Mutation-specific pathophysiological mechanisms define different neurodevelopmental disorders associated with SATB1 dysfunction.
den Hoed J., de Boer E., Voisin N., Dingemans AJM., Guex N., Wiel L., Nellaker C., Amudhavalli SM., Banka S., Bena FS., Ben-Zeev B., Bonagura VR., Bruel A-L., Brunet T., Brunner HG., Chew HB., Chrast J., Cimbalistienė L., Coon H., DDD Study None., Délot EC., Démurger F., Denommé-Pichon A-S., Depienne C., Donnai D., Dyment DA., Elpeleg O., Faivre L., Gilissen C., Granger L., Haber B., Hachiya Y., Abedi YH., Hanebeck J., Hehir-Kwa JY., Horist B., Itai T., Jackson A., Jewell R., Jones KL., Joss S., Kashii H., Kato M., Kattentidt-Mouravieva AA., Kok F., Kotzaeridou U., Krishnamurthy V., Kučinskas V., Kuechler A., Lavillaureix A., Liu P., Manwaring L., Matsumoto N., Mazel B., McWalter K., Meiner V., Mikati MA., Miyatake S., Mizuguchi T., Moey LH., Mohammed S., Mor-Shaked H., Mountford H., Newbury-Ecob R., Odent S., Orec L., Osmond M., Palculict TB., Parker M., Petersen AK., Pfundt R., Preikšaitienė E., Radtke K., Ranza E., Rosenfeld JA., Santiago-Sim T., Schwager C., Sinnema M., Snijders Blok L., Spillmann RC., Stegmann APA., Thiffault I., Tran L., Vaknin-Dembinsky A., Vedovato-Dos-Santos JH., Schrier Vergano SA., Vilain E., Vitobello A., Wagner M., Waheeb A., Willing M., Zuccarelli B., Kini U., Newbury DF., Kleefstra T., Reymond A., Fisher SE., Vissers LELM.
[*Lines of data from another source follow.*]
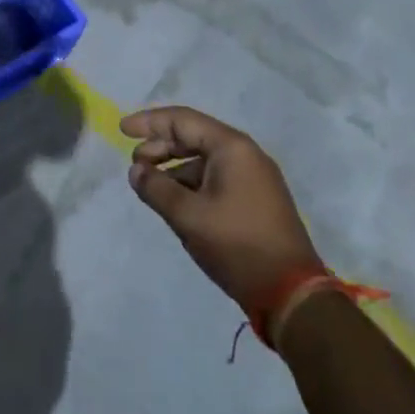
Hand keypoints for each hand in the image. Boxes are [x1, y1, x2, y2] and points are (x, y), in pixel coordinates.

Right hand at [122, 106, 323, 316]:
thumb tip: (136, 171)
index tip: (122, 130)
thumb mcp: (188, 216)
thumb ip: (156, 188)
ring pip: (204, 159)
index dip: (149, 122)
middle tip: (135, 165)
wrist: (292, 293)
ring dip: (174, 167)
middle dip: (160, 146)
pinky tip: (176, 202)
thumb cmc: (237, 245)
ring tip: (151, 186)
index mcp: (232, 147)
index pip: (182, 120)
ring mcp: (254, 177)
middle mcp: (245, 154)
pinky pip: (216, 178)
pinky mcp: (256, 199)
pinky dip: (191, 183)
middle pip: (194, 136)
Whereas large-scale statistical analyses can robustly identify disease-gene relationships, they do not accurately capture genotype-phenotype correlations or disease mechanisms. We use multiple lines of independent evidence to show that different variant types in a single gene, SATB1, cause clinically overlapping but distinct neurodevelopmental disorders. Clinical evaluation of 42 individuals carrying SATB1 variants identified overt genotype-phenotype relationships, associated with different pathophysiological mechanisms, established by functional assays. Missense variants in the CUT1 and CUT2 DNA-binding domains result in stronger chromatin binding, increased transcriptional repression, and a severe phenotype. In contrast, variants predicted to result in haploinsufficiency are associated with a milder clinical presentation. A similarly mild phenotype is observed for individuals with premature protein truncating variants that escape nonsense-mediated decay, which are transcriptionally active but mislocalized in the cell. Our results suggest that in-depth mutation-specific genotype-phenotype studies are essential to capture full disease complexity and to explain phenotypic variability.